• Work instructions: From the data below, retype exactly the lines starting with the one that contains "ring mcp: (1243, 785)" and ending with the one that contains "middle pip: (429, 337)", both included.

Stored entries

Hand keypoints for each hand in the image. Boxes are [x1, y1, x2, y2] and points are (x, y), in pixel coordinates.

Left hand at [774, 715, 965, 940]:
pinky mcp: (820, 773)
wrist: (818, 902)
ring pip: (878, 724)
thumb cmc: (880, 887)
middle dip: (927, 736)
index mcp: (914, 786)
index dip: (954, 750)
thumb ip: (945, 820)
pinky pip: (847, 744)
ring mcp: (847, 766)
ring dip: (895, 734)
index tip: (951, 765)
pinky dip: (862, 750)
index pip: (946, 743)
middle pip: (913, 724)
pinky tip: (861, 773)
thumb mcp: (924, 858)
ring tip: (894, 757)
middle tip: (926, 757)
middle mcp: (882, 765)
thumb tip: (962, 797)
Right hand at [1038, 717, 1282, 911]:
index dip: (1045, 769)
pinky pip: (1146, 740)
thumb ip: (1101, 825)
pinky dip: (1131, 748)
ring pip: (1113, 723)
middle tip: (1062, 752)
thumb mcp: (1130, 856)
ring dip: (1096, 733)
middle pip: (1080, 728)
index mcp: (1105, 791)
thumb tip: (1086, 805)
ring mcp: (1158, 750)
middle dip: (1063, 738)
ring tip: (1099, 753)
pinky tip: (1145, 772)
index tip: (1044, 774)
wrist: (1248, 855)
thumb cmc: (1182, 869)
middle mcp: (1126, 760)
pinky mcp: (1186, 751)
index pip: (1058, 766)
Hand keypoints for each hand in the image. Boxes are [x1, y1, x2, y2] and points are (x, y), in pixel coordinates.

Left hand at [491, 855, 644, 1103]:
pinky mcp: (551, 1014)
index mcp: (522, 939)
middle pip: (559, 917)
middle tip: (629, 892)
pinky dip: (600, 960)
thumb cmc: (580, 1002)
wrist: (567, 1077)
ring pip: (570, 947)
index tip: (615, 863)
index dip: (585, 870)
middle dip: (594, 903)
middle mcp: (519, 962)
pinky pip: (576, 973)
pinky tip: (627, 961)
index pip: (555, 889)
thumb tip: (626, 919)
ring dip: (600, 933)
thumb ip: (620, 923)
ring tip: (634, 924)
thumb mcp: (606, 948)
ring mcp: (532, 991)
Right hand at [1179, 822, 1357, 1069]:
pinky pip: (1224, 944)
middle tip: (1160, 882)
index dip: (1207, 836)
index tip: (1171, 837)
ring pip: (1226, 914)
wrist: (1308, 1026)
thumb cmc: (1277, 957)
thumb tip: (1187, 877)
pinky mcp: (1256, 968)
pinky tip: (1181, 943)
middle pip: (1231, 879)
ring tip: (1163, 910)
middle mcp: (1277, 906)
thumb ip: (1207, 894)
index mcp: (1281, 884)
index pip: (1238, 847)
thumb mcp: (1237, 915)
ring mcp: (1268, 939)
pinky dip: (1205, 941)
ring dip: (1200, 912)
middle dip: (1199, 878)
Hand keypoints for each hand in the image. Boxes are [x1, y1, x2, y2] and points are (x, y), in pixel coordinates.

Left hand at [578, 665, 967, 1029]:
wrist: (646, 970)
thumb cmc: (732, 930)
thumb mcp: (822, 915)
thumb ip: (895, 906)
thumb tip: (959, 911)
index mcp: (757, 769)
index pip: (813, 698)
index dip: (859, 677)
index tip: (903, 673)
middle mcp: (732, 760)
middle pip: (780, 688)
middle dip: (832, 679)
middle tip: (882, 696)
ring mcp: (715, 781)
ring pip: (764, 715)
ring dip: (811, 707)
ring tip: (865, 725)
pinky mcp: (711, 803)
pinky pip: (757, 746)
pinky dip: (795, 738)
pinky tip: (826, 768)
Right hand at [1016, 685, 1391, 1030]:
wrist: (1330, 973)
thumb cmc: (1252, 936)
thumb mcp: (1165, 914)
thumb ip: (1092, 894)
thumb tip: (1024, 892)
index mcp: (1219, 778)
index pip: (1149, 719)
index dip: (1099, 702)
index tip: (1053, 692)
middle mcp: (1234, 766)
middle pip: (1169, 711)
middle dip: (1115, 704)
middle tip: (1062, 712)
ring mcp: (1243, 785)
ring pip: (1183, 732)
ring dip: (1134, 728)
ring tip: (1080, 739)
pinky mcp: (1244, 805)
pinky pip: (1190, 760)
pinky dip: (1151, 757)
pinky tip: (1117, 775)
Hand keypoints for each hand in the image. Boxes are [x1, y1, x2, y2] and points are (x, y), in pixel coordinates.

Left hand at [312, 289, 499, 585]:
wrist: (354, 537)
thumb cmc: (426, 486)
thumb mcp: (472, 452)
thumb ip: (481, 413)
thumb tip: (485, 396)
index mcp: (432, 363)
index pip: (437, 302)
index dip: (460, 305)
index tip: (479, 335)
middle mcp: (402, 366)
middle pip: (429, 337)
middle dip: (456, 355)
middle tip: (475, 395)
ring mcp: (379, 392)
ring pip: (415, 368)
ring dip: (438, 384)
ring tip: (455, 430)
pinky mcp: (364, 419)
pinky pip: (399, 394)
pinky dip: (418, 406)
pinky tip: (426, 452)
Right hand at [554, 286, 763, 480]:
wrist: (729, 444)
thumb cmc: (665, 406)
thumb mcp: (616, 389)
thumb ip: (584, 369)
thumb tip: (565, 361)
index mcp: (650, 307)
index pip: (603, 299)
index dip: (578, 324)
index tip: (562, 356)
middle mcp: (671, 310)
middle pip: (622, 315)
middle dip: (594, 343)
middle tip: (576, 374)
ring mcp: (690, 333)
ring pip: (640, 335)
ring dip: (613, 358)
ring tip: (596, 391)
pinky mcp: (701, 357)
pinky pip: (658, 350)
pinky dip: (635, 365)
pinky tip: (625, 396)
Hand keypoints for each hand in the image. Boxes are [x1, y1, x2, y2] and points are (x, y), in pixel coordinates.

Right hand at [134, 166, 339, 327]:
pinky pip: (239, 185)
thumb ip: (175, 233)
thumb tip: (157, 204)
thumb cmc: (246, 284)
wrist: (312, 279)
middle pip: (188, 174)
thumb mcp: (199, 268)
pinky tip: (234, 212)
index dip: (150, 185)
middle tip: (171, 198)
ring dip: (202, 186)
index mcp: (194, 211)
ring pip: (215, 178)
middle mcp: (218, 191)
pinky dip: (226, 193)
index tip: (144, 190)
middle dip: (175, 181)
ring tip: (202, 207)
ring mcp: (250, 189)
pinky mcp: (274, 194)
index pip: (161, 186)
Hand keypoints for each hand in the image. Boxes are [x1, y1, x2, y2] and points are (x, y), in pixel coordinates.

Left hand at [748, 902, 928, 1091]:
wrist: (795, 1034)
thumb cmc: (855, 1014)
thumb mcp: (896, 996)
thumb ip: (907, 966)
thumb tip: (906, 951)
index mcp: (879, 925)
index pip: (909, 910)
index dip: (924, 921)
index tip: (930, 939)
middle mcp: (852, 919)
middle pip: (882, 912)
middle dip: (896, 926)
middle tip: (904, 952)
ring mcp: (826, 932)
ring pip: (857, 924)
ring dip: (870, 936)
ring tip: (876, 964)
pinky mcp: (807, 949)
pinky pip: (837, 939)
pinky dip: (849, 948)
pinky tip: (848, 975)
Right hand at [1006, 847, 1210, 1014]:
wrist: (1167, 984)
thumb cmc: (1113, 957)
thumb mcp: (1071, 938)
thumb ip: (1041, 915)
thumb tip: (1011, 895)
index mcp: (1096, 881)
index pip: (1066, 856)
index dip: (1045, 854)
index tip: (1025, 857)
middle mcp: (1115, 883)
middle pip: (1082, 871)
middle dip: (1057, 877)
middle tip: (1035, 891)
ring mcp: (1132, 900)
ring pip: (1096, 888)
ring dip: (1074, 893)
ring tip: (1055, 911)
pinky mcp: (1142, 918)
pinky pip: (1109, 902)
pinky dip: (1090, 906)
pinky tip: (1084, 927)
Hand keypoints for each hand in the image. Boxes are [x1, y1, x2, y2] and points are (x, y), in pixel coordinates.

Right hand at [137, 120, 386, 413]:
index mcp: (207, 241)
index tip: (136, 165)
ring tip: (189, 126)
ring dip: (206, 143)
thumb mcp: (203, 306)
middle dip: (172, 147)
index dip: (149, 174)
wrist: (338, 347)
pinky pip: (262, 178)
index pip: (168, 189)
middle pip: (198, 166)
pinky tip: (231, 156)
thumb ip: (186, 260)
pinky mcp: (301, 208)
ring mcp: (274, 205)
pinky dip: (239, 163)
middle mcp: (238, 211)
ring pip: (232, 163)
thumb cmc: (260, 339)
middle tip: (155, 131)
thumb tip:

• Solution to this exercise:
ring mcp: (1243, 785)
ring pip: (1183, 732)
ring dip: (1134, 728)
ring tip: (1080, 739)
pinky mcp: (1244, 805)
pinky pip: (1190, 760)
pinky dip: (1151, 757)
pinky tip: (1117, 775)
Hand keypoints for each hand in the image. Boxes are [x1, y1, x2, y2] and points are (x, y), in pixel coordinates.

Left hand at [312, 289, 499, 585]:
wrist: (354, 537)
thumb cmc: (426, 486)
thumb mcp: (472, 452)
thumb ip: (481, 413)
thumb tip: (485, 396)
index mcp: (432, 363)
index pip: (437, 302)
index dip: (460, 305)
index tip: (479, 335)
middle mcp: (402, 366)
middle pip: (429, 337)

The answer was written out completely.